Fate In Seven Lessons proves the creative staying power Cold Cave has already proven twice over. Amy Lee and Wes Eisold continue to dazzle in the dark with an endearing release that introduces a welcoming element into the fold.
Although short, Fate In Seven Lessons impresses as much as a Cold Cave album would. With their last release, Love Comes Close, we saw a lighter side of their capabilities with tracks like the title track, “Love Comes Close”, and playfulness in tracks like “Cabe and Me”. They’re continuing that lightness with this EP in the subject material (every song is about love, their child shows up on a track) except everything sounds like it slithers in the dark.
With this release Eisold decides to put his Nick Cave inspiration from the previous release down and exchange it for INXS and Depeche Mode. He still never goes above anything beyond his baritone presentation, but sells it as much as he ever has.
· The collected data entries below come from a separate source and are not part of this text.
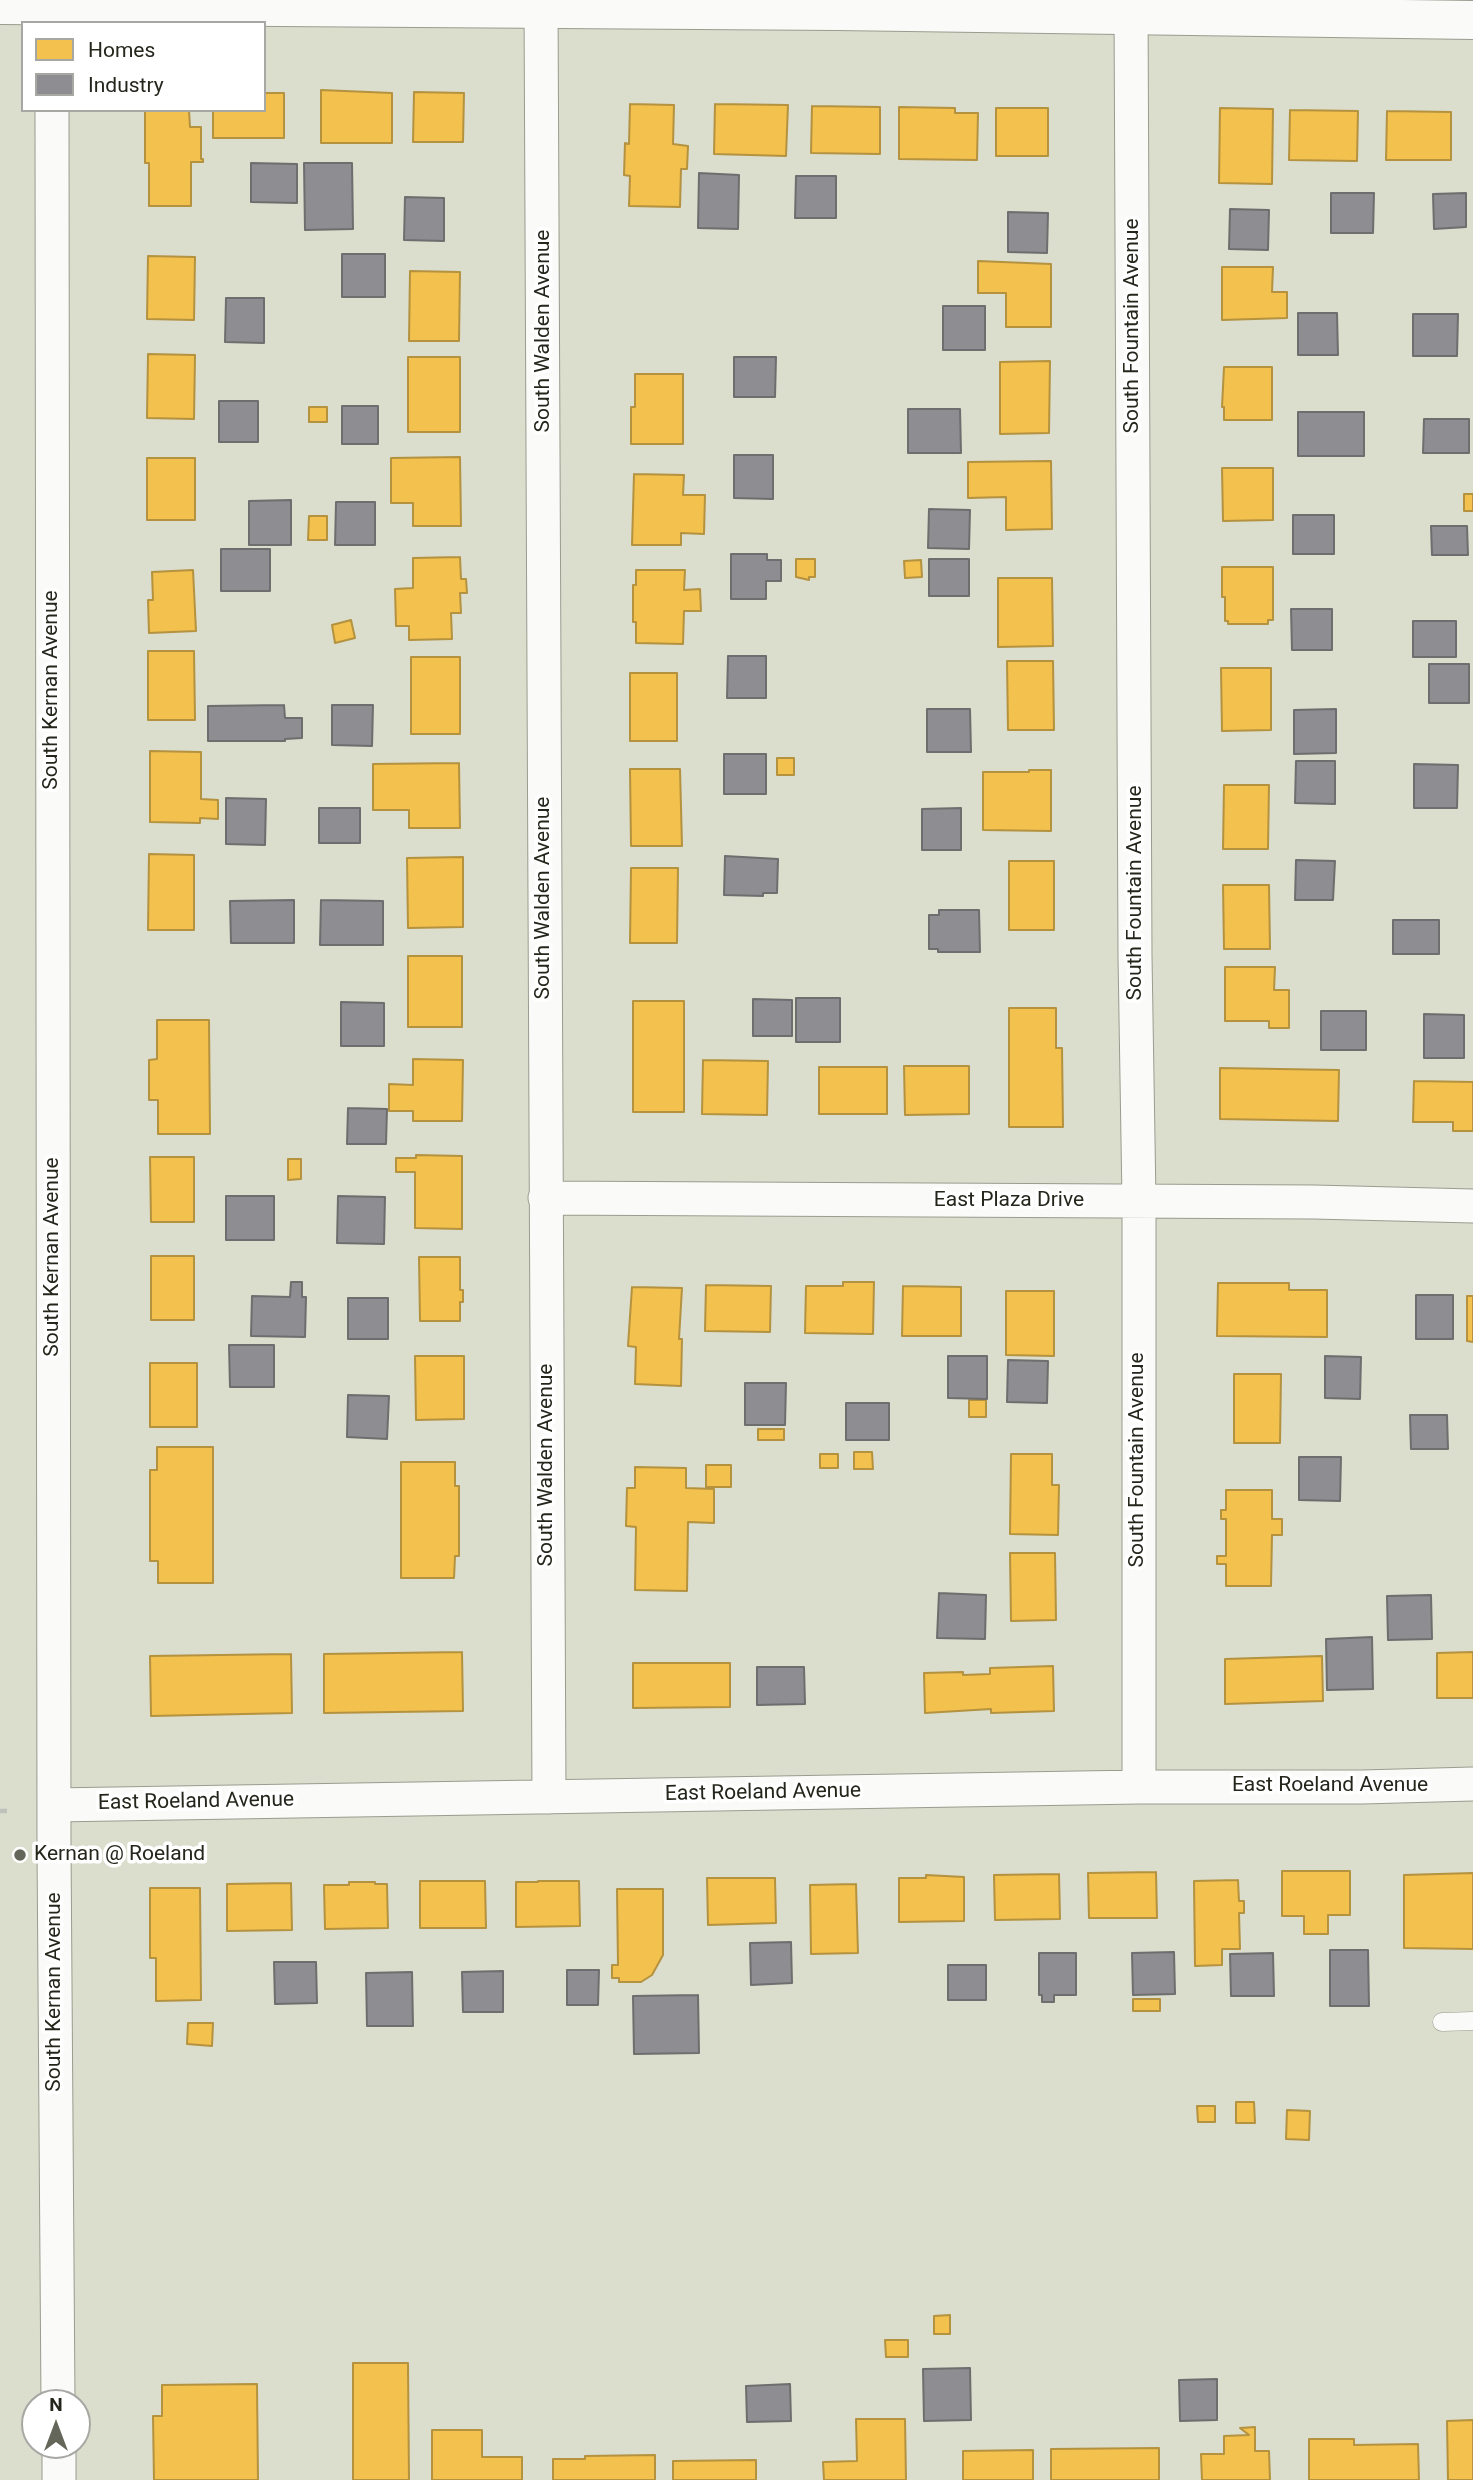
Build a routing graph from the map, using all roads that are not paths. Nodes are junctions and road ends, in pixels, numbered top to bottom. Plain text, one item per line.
1 (541, 4) edge
2 (0, 5) edge
3 (837, 5) edge
4 (1131, 8) edge
5 (52, 9) edge
6 (1473, 20) edge
7 (52, 112) edge
8 (545, 1198) junction
9 (1139, 1201) junction
10 (1473, 1206) edge
11 (1473, 1784) edge
12 (1139, 1787) junction
13 (549, 1797) junction
14 (54, 1805) junction
15 (1473, 2021) edge
16 (1442, 2022) dead end
17 (58, 2389) edge
18 (59, 2459) edge
19 (59, 2480) edge

1 - 3 street
1 - 5 street
1 - 8 street, South Walden Avenue
2 - 5 street
3 - 4 street
4 - 6 street
4 - 9 street, South Fountain Avenue
7 - 14 street, South Kernan Avenue
8 - 9 street, East Plaza Drive
8 - 13 street, South Walden Avenue
9 - 10 street, East Plaza Drive
9 - 12 street, South Fountain Avenue
11 - 12 street, East Roeland Avenue
12 - 13 street, East Roeland Avenue
13 - 14 street, East Roeland Avenue
14 - 17 street, South Kernan Avenue
15 - 16 lane
18 - 19 street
Swooning over the spiky synths Amy provides continues to give us what Cold Cave does best, and it’s still great. This band has always been able to operate in their own lane, yet finding unique additions that make each release glow different. This one’s particular glow is powered by the infrequent atypical live instrumentation Cold Cave rarely uses being a darkwave act, yet it stands out as a unique identifier for this release.
Cold Cave haven’t shied away from using live instrumentation before, but this thing is packed with it. From the opening bassline of the title track, to the warm acoustics and harmonica on “Love Is All”, the addition is pretty fucking cool. Stand out track “Psalm 23” in particular starts with slithering and spiky synths, then builds up its foundation for hypnotic guitar work from Ceremony’s Anthony Anzaldo (RIP loud Ceremony). The basslines on opening track “Prayer from Nowhere” and “Honey Flower” sound heavy and hammering, and do a good job snapping you into attention while setting and maintaining the tone throughout.
On the lighter side, “Love Is All” acoustic driven sound is an endearing and sweet backdrop for the added vocals of Wes and Amy’s progeny, and as the mid-tempo ballad concludes the simple harmonica carries that familial endearment all the way through to a satisfying end.
The dancier tracks still sound larger than life. The “Night Light” intro fades into silence only to lead into a blaring new wave glitz that sparkles and pops. The louder approach of “Happy Birthday Dark Star” takes the shoegaze wall of sound meets darkwave mixture Cold Cave has perfected, but still does its job in carrying its uplifting subject material successfully, yet never once veering towards sappy.
Loving Cold Cave has been pretty easy since their inception. Cherish The Light Years turns 10 this year, but still sounds as fresh as ever, and demonstrably stays in my rotation year after year. With Fate In Seven Lessons Cold Cave still dazzles with unparalleled cohesion that ensnares their best elements, and adding additions that they grapple successfully. With tour dates supporting AFI already queued up for early 2022 I’m excited to see this duo on the road in all of their silky black glory.